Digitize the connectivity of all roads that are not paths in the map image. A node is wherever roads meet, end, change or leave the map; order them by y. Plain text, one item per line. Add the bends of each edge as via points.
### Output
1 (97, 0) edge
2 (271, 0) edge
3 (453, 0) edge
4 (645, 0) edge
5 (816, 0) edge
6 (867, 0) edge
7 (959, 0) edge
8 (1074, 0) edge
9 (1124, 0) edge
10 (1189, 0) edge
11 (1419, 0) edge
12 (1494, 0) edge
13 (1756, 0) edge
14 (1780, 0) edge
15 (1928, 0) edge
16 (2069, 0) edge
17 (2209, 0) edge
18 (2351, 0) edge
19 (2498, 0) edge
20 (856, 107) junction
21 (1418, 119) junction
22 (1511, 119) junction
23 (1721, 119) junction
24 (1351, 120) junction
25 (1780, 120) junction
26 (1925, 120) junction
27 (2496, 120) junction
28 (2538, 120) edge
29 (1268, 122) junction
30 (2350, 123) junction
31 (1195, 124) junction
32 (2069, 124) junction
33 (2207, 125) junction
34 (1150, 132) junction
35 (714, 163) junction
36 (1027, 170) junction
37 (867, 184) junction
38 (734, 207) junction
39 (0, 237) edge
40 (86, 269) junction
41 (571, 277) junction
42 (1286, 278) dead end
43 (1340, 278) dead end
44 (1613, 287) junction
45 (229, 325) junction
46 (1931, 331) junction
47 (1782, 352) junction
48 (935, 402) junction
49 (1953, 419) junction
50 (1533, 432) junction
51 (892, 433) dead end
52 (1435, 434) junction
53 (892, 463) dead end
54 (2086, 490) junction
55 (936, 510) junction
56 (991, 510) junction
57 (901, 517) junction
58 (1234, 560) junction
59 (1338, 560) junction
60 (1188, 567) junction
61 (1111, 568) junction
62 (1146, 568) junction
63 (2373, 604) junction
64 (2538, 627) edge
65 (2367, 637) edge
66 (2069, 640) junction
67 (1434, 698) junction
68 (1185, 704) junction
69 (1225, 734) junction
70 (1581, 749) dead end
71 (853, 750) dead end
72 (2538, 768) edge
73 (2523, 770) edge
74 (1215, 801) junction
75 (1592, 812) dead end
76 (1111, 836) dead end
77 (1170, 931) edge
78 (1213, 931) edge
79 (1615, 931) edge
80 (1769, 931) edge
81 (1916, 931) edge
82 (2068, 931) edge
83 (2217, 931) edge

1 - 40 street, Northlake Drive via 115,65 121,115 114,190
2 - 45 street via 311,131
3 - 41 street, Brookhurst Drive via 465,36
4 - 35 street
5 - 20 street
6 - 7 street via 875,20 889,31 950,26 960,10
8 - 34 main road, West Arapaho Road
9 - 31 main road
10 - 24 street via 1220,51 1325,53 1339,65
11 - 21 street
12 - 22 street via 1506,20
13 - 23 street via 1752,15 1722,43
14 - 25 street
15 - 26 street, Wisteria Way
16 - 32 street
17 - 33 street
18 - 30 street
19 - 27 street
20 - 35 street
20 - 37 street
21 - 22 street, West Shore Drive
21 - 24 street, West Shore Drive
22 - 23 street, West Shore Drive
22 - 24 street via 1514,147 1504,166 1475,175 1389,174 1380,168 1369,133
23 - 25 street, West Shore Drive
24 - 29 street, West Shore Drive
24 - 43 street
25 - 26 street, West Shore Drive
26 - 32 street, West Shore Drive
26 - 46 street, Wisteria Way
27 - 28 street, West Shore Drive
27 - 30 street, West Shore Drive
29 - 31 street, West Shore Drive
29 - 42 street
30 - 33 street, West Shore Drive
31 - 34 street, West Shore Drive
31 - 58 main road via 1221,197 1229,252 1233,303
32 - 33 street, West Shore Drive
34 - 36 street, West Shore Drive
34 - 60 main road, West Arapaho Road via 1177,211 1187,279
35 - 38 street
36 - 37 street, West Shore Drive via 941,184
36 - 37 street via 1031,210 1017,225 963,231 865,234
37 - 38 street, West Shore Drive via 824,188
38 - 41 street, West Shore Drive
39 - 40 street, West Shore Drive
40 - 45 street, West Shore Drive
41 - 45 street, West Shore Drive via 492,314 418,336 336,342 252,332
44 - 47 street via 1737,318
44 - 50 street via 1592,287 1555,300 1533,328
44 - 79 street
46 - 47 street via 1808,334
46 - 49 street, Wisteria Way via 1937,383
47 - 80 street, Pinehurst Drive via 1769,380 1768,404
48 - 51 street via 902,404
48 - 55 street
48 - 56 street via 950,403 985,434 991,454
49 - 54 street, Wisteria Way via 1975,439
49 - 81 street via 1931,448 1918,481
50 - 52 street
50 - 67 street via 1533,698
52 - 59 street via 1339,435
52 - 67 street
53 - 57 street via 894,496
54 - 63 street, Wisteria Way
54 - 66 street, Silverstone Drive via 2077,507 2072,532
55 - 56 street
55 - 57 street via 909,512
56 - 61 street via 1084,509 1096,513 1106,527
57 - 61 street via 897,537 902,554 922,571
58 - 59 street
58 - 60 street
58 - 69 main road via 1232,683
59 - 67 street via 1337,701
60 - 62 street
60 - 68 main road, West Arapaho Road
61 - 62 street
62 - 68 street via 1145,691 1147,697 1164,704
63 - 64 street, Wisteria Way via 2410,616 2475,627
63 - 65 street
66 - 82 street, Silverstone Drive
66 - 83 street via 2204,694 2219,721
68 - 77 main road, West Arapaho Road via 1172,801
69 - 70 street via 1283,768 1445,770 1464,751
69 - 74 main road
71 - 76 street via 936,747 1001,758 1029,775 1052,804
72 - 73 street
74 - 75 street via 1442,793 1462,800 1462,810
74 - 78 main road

• • •

-- What is needed --
Go through the entries above, and wherever a line holds the word "Wisteria", copy that line.

-- Answer box --
15 - 26 street, Wisteria Way
26 - 46 street, Wisteria Way
46 - 49 street, Wisteria Way via 1937,383
49 - 54 street, Wisteria Way via 1975,439
54 - 63 street, Wisteria Way
63 - 64 street, Wisteria Way via 2410,616 2475,627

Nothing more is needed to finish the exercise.